PREVIEW / Soundfall (PC)

 

Do you like rhythm games? What about games with guns that aren’t FPS? How about colors? Do you like colors? Well, Soundfall from developer Drastic Games may be right up your alley, albeit with a few caveats. The demo version we received featured only three levels and nothing in the way of actual story, so my understanding of the underlying plot is entirely ripped from Drastic Games’ official website. You play as Melody, a talented young audiophile transported to the land of Symphonia, a world where music comes to life. You can see this happening in a cool animated sequence in the trailer below:

 

 

Soundfall is an upbeat action/adventure game focused on music, rhythm, and an underlying beat which is at the core of everything you do. Over the course of the game you’ll apparently befriend endearing allies, wield powerful abilities and legendary weapons against a horde of malicious adversaries as you race to halt the return of an unfathomable darkness, Discord.

If you’re getting the sense that the demo didn’t have much to offer in terms of anything related to the story, you would be correct. However, it did offer a pretty good screenshot of what the gameplay is like. Each of the three levels involves you appearing at one end of a dungeon and a song beginning to play. You are reminded that you must reach the end of the dungeon before the song ends. There’s a little beat meter thing at the bottom of the screen that tells you whether your gun shots or melee weapon strikes hit at the same time that the beat reaches the little diamond in the middle of the beat meter.

 

 

However, the game doesn’t really explain what benefit matching your strikes and shots to the beat offers. In some cases it’s obvious – there are times where you have to quickly traverse across beams of light and this is done smoothly by matching your movements to the beat. It also looks really cool when you get it right, although it’s not that easy to do on your first few tries. Smacking enemies around felt good, particularly when I built enough energy for my special spinning move which easily takes out lots of goons at once (I’m beginning to think that timing your strikes is what fills up your energy).

There’s no penalty for not striking on the beat, which is good because the faster beats are near impossible to time well while also paying attention to what you’re doing.
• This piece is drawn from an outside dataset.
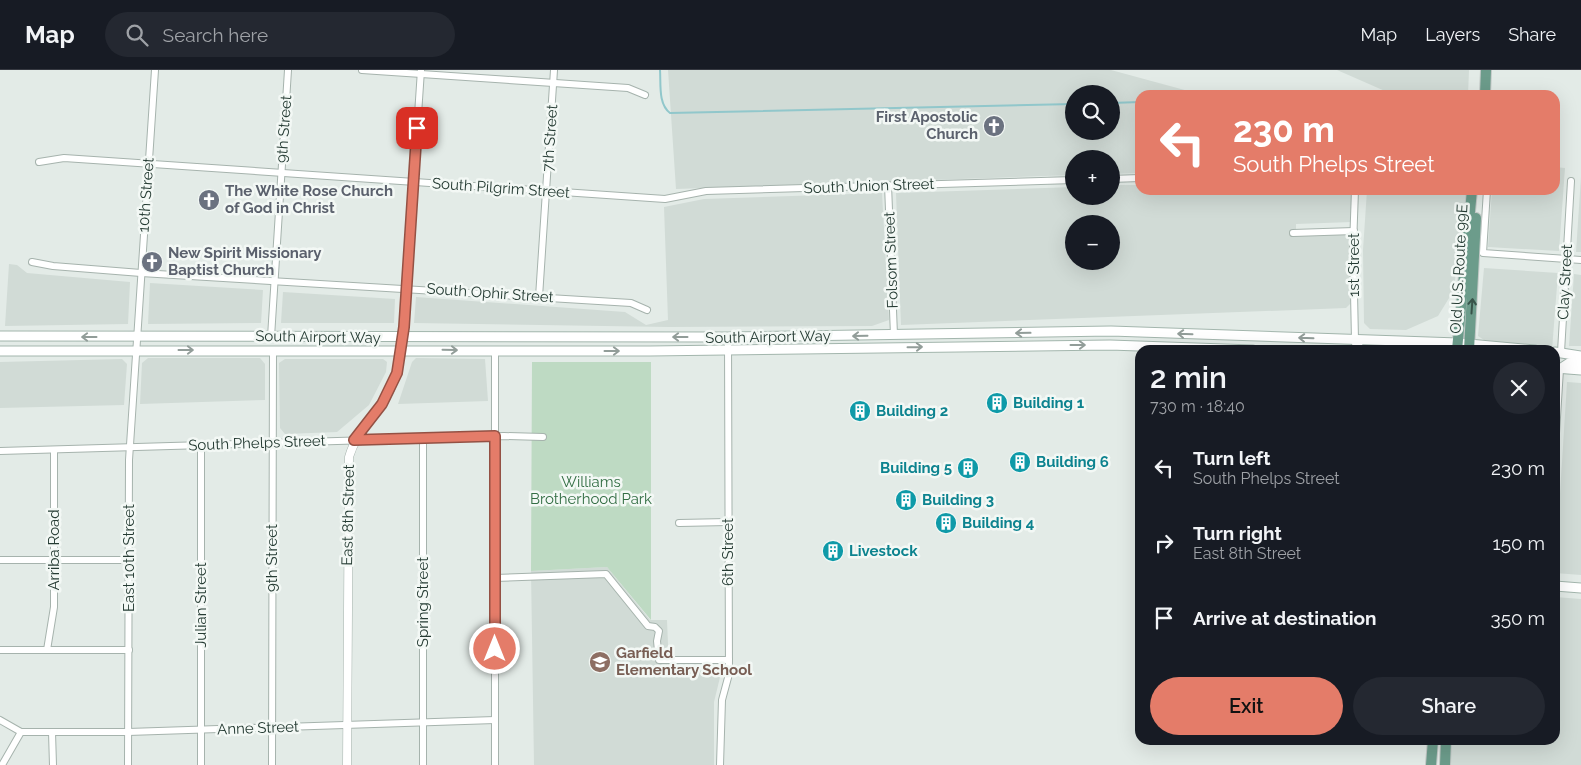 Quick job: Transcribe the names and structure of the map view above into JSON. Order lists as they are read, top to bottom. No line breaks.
{"streets":{"main road":["Old U.S. Route 99E","South Airport Way"],"street":["9th Street","7th Street","South Union Street","South Pilgrim Street","10th Street","Folsom Street","1st Street","Clay Street","South Ophir Street","South Phelps Street","East 8th Street","Arriba Road","6th Street","East 10th Street","Spring Street","Julian Street","Anne Street"]},"crossings":[["9th Street","South Pilgrim Street"],["9th Street","South Ophir Street"],["9th Street","South Airport Way"],["9th Street","South Phelps Street"],["9th Street","Anne Street"],["7th Street","South Pilgrim Street"],["7th Street","South Ophir Street"],["South Union Street","South Pilgrim Street"],["South Union Street","Folsom Street"],["South Pilgrim Street","10th Street"],["South Pilgrim Street","East 8th Street"],["10th Street","South Ophir Street"],["10th Street","South Airport Way"],["10th Street","East 10th Street"],["Folsom Street","South Airport Way"],["1st Street","South Airport Way"],["South Ophir Street","East 8th Street"],["South Airport Way","East 8th Street"],["South Airport Way","6th Street"],["South Airport Way","East 10th Street"],["South Phelps Street","East 8th Street"],["South Phelps Street","Arriba Road"],["South Phelps Street","East 10th Street"],["South Phelps Street","Spring Street"],["South Phelps Street","Julian Street"],["East 8th Street","Anne Street"],["East 10th Street","Anne Street"],["Spring Street","Anne Street"],["Julian Street","Anne Street"]],"parks":["Williams Brotherhood Park"],"places":{"church":["First Apostolic Church","The White Rose Church of God in Christ","New Spirit Missionary Baptist Church"],"building":["Building 1","Building 2","Building 6","Building 5","Building 3","Building 4","Livestock"],"school or university":["Garfield Elementary School"]},"page":{"header":"Map","search":"Search here","nav":["Map","Layers","Share"],"map_buttons":["+","−"],"turn":["230 m","South Phelps Street"],"heading":["2 min","730 m · 18:40"],"list":[{"name":"Turn left","note":"South Phelps Street","value":"230 m"},{"name":"Turn right","note":"East 8th Street","value":"150 m"},{"name":"Arrive at destination","value":"350 m"}],"buttons":["Exit","Share"]}}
I could easily time my attacks with the beat meter but not pay attention to the battle and vice versa. I have no real suggestions for how to implement that better, because obviously timing your hits with the beat is an integral part of this music-based game, but unless you really, really sink into the music you’re not going to be hitting all the notes perfectly.

 

 

The environments are pretty and weirdly the detail and enemies remind me of something like in the first Jak and Daxter game, which is fun. It’s got that blocky platformer look with lots of bright, inviting colours.  It feels smooth to run around and attacking feels good. You can pick up lots of different weapons in the middle of the dungeon or obtain more after you’ve successfully completed a mission. The guns feel varied and fun to fire, so Drastic Games have definitely made a game that’s fun to play. If it weren’t for the obvious music emphasis I’d be tempted to tell them to do away with the beat meter entirely. It may even be better to have button prompts above enemies to time with the music, although that would be more graphically-demanding and probably way, way harder to code.

The music is very synth-y and club-y, and they were pretty good across the board, though nothing super exciting. The full version of the game will undoubtedly have a lot more to choose from, which will hopefully add more in the way of variety. Overall, I’d say to watch this one carefully. Other people may not have as much of an issue dividing their attention like I mentioned, but I feel like I’d just end up ignoring it most of the time, seeing as I was able to build up nice combos and energy for my special moves regardless of my skill hitting the right beats.

 

 

Soundfall is still in development, but it’ll be coming out on PC, PS4, Nintendo Switch and Xbox One, so it’s really appealing to just about everyone. Keep a close eye on this one, it may end up being a great one. It’s a unique idea and I’d love to see it when it’s finished, especially if they do implement some multiplayer like the demo suggests.

 

 

 

This preview is based on a demo provided by the publisher.